It’s characteristic of ultraleft sects such as the DSP that they usually settle for a couple of recruits from those they perceive to be the most angry and most oppressed, rather than try to elaborate a strategy directed at the left-leaning majority of the society.


The DSP’s left-talking opportunism

July 4, 2005

The DSP leadership is trying to create a bit of space for itself by trying to whip up some animosity towards the existing mass movement against Howard’s industrial laws, and its existing leadership, in seven of the eight states and territories in Australia and they’re adopting an uncritical stance towards the leadership in Victoria, where they believe (it appears to me in a delusional way) that they have some influence on that leadership.

The form this left-talking opportunism takes is some stupid flea-killing about the fact that the meetings in NSW didn’t allow amendments to the official resolution. What planet do these DSP demagogues live on?

Quite clearly the leaderships of the trade union movement in all states, including Victoria, are, to some degree, Bonapartist bureacracies. They lead the struggle in the way they always have, looking a bit cautiously over their shoulder at the ranks (again including Victoria) hoping not to unleash forces that might sweep them away.

The un-Marxist and opportunist DSP leadership makes the mistake of accusing all the existing labour movement leaderships outside Victoria of betrayal. This is monstrous Third Period Stalinist bullshit.

As Trotsky pointed out about the bureaucratic leaders of the trade unions and Social Democracy in Germany in the 1930s, in objective terms the fact that fascism would wipe out the trade unions, from which the Bonapartist leaders made their living (and with which, to be fair to them, as Trotsky was, they identified emotionally) was a powerful objective factor providing a basis for a united front with them against fascism. Trotsky used the striking example of the notorious Social Democratic police chief in Berlin.

Allowing for obvious historical differences, much the same applies to the trade union leaderships in Australia today, right and left. They’re driven by objective necessity to oppose and fight Howard and his so-called industrial relations reforms.

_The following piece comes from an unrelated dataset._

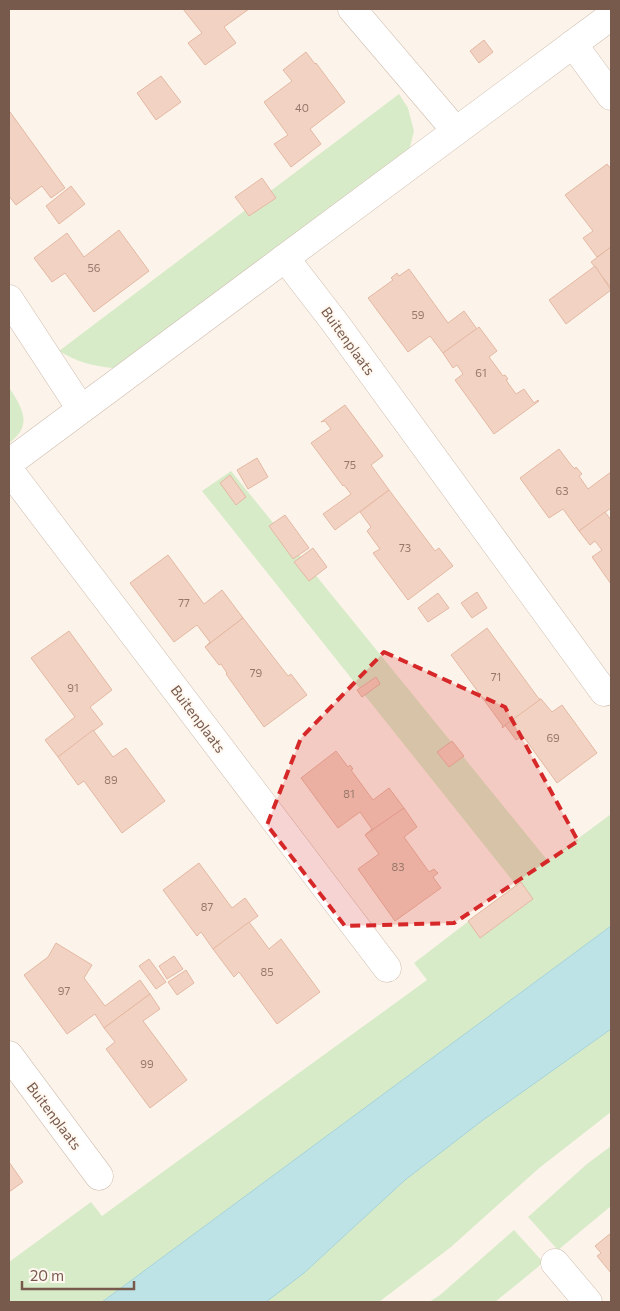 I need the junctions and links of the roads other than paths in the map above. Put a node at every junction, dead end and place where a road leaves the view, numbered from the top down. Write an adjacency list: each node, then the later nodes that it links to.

The top leaders, the middle ranks and the lower ranks of the trade union bureaucracy have all devoted their lives to the trade union movement. To the top and middle layers, the unions are also their living, so it’s clear they have powerful material and emotional investment in defending the trade unions against Howard. That’s obvious to anyone participating in and studying this emerging mass movement.

These leaders do, however, have some bad habits, they engage in bureaucratic behaviour from time to time (not excluding the Victorian leadership) and all that goes with the territory.

To try to make some artificial distinction that Brian Boyd in some way ran his show better than John Robertson, is vile demagogy, given the scale of the issues involved.

It’s also a bit sinister because it’s becoming increasingly clear that the DSP leadership doesn’t want to fight against the transfer of industrial powers from the states to the commonwealth, which is the strategic core of Howard’s agenda.

The DSP leadership covers up its capitulation to Howard on this question with nasty leftist demagogy about how the state Labor governments are also neoliberal crooks, so the transfer doesn’t matter. They’re clearly ignorant of the history of this question and of how the existing industrial relation systems actually work.

The ludicrous DSP attempts to whip up a scandal about Unions NSW’s energetic bureaucrats avoiding amendments at the mass meetings is rubbish, politically speaking. What do the DSP leaders expect? Boyd in Victoria didn’t run his show any differently, but he’s exempt from criticism because he’s perceived as an ally.

Over many years, I’ve been involved with different groups of rebellious trade unionists fighting on a multitude of questions, sometimes winning and sometimes losing. On enormous matters of principle, such as the prices and incomes accord, or explicit betrayals of industrial struggles, it’s sometimes necessary to challenge bureaucracies from the floor.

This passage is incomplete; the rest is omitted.